Chambre sociale, 3 mars 2009 — 07-44.174

Rejet Cour de cassation — Chambre sociale

Texte intégral

LA COUR DE CASSATION, CHAMBRE SOCIALE, a rendu l'arrêt suivant :

Sur le moyen unique :

Attendu, selon l'arrêt attaqué (Aix-en-Provence, 11 juin 2007), que M. X..., engagé le 12 avril 1966 par la Société d'agence et de diffusion et occupant en dernier lieu les fonctions d'animateur de réseau, a été licencié pour faute grave le 27 juin 1995 ;

Attendu que le salarié fait grief à l'arrêt de le débouter de sa demande de dommages-intérêts pour licenciement sans cause réelle et sérieuse, alors, selon le moyen, que la lettre de licenciement doit contenir l'énoncé d'un motif de licenciement précis, se suffisant à lui-même ; que la perte de confiance ne peut constituer un tel motif, seuls les faits objectifs qui en sont à l'origine et qui sont énoncés dans la lettre de licenciement pouvant justifier le licenciement ; qu'en l'espèce, quand la lettre de licenciement ne faisait état que d'une perte de confiance et du fait pour le salarié d'avoir utilisé sa fonction dans l'entreprise pour percevoir, à titre personnel et à l'insu de son employeur, des commissions, en jouant un rôle d'intermédiation lors de la transaction de points de vente, faits non précis et non matériellement vérifiables, la cour d'appel ne pouvait se fonder sur des attestations produites par l'employeur, dont il n'était pas permis de savoir si elles se référaient aux faits visés dans la lettre de licenciement, pour en déduire que ce licenciement était fondé sur une faute grave, sans violer les articles L. 122-6, L. 122-8 et L. 122-14-2 du code du travail ;

Mais attendu que la lettre de licenciement, qui reprochait au salarié d'avoir utilisé ses fonctions pour percevoir des commissions à titre personnel, énonçait un motif de licenciement matériellement vérifiable, qui pouvait être précisé et discuté devant les juges du fond ; qu'ayant constaté que les faits invoqués étaient établis, la cour d'appel a pu décider qu'ils étaient constitutifs d'une faute grave ; que le moyen n'est pas fondé ;

PAR CES MOTIFS :

REJETTE le pourvoi ;

Condamne M. X... aux dépens ;

Vu l'article 700 du code de procédure civile, rejette les demandes ;

Ainsi fait et jugé par la Cour de cassation, chambre sociale, et prononcé par le président en son audience publique du trois mars deux mille neuf.

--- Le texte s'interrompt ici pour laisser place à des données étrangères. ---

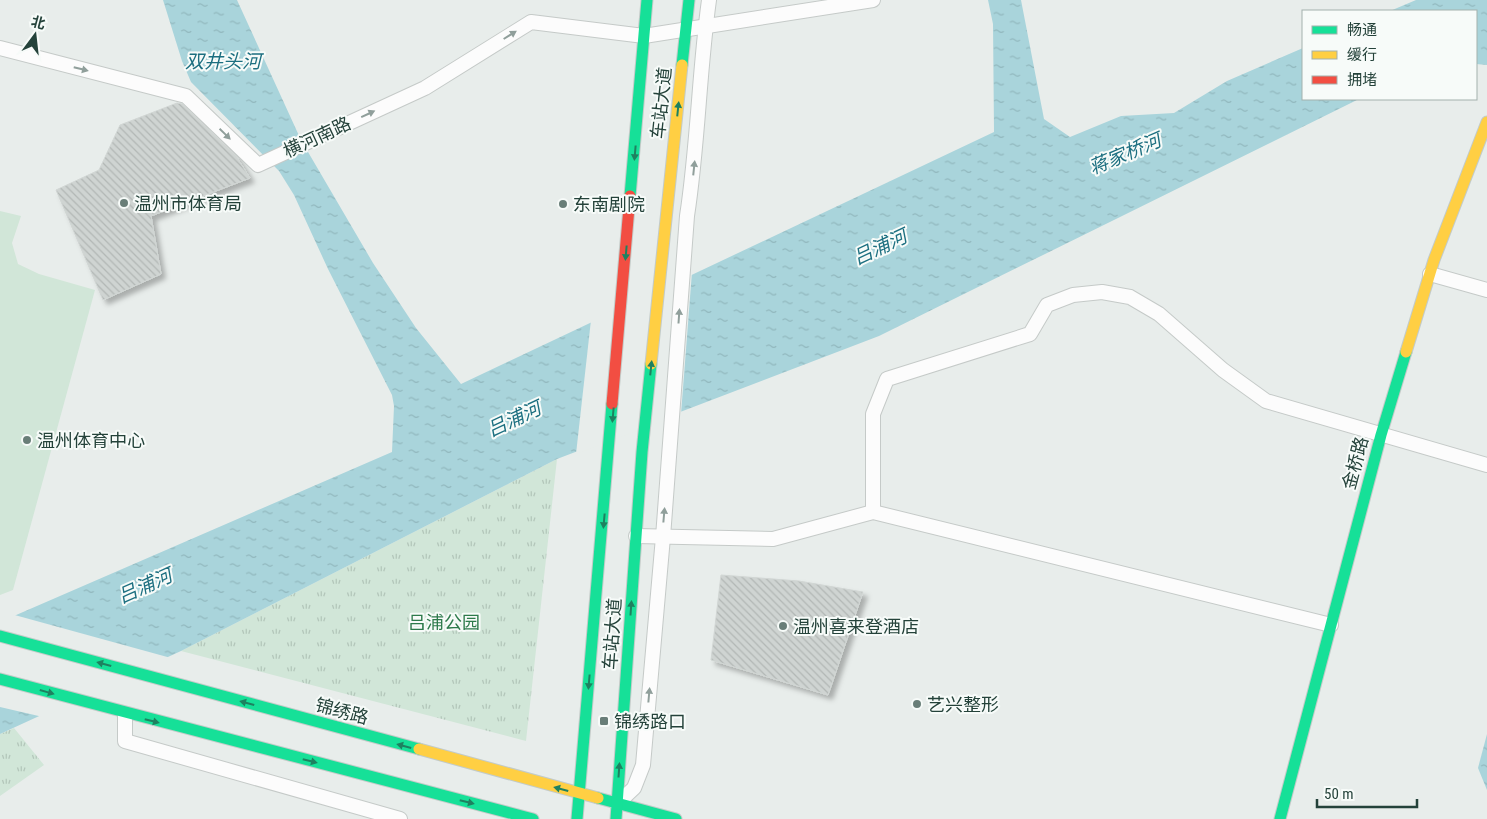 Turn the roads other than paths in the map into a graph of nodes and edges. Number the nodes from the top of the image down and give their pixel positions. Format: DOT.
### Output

MOYEN ANNEXE au présent arrêt

Moyen produit par Me Spinosi, avocat aux Conseils pour M. X...

Il est fait grief à l'arrêt attaqué d'avoir décidé que le licenciement de Monsieur X... est fondé sur une faute grave et d'avoir en conséquence débouté ce dernier de ses demandes tendant à la condamnation de la S.A.D. à lui verser diverses sommes au titre de l'absence de cause réelle et sérieuse du licenciement ;

Aux motifs que «Attendu que la société d'Agence et de Diffusion produit au soutien des griefs formés à l'encontre de Monsieur Georges X..., quatre courriers, accompagnés tous les 4 de la photocopie de la carte nationale d'identité de leurs rédacteurs faisant état des faits suivants :

Madame Z... le 29 mai 1995 :

«avoir versé à Monsieur Georges X... (…) la somme de 15.000 francs en espèces lors de son acquisition de fonds de commerce de presse (…)».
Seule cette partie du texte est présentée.